O processo penal é um banco de prova da civilização, ensinou Francesco Carnelutti, o penalista italiano. “O delito, com tintas mais ou..

Publicado: 30/09/2020 às 12h46

Sede do Deic, em São Paulo
Divulgação/SSP

O processo penal é um banco de prova da civilização, ensinou Francesco Carnelutti, o penalista italiano. “O delito, com tintas mais ou menos fortes, é o drama da inimizade e da discórdia”. Não se pode julgar por intenção senão através da ação.

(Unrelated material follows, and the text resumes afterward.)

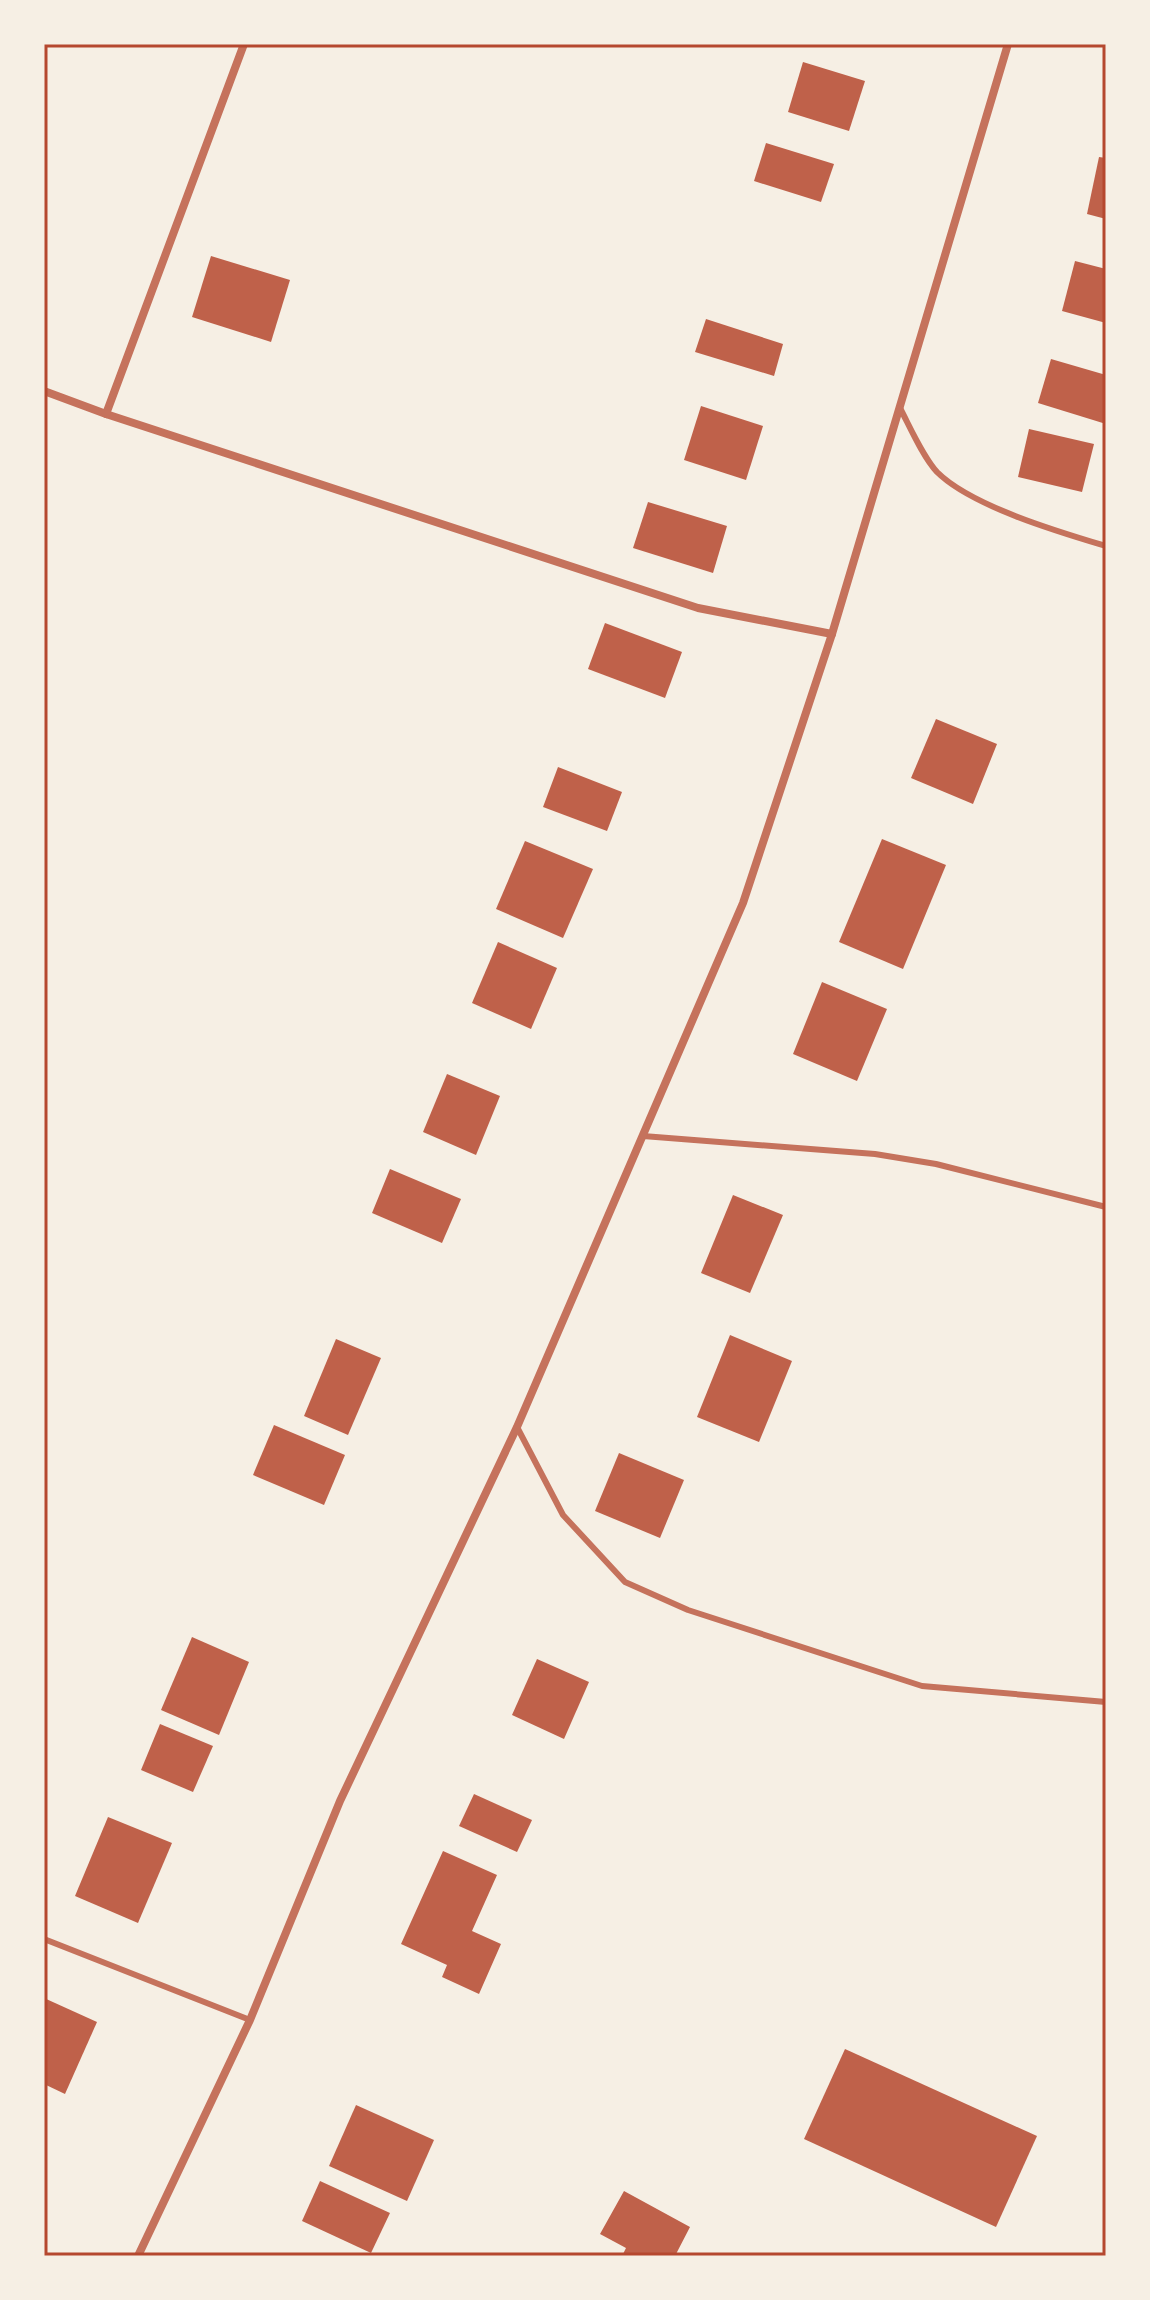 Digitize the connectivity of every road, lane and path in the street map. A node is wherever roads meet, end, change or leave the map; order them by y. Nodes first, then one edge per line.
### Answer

As definições de Carnelutti são perfeitas, e ao mesmo tempo pouco conhecidas, porque num processo criminal importa apenas discutir provas de autoria, para absolver ou condenar. A alma humana fica trancada num bloqueio glacial.

A respeito, teses, teorias, muitas construídas no vácuo, surge o inesperado, emerge o estarrecimento, brotam a decepção e o impacto, principalmente quando os detalhes de uma história são particularmente chocantes. Por exemplo: irmão ser capaz de matar o irmão. Não é inimaginável. Mas aconteceu e acontece. O primeiro homicídio na face da terra. A síndrome de Caim, as tragédias contemporâneas.

Aconteceu num lugar que teve como palco justamente o ambiente da investigação criminal, o prédio onde está instalado o Departamento Estadual de Investigações Criminais, o Deic, na zona norte de São Paulo. É uma espécie de central de combate ao crime organizado, que envolve crimes contra o patrimônio em geral, o que inclui bancos, automóveis e cargas. Em tese, ali se reúne uma elite investigativa, apurando atividades de pessoas e bandos que desafiam as forças policiais.

Neste Deic, um investigador de polícia entrou na sala de um delegado, discutiu com ele e deu-lhe dois tiros certeiros – um na cabeça, outro no peito. Disparos próximos, distância curta. Gatilho acionado por quem sabe profissionalmente fazer disparos sem a menor possibilidade de erro. A arma como instrumento de trabalho.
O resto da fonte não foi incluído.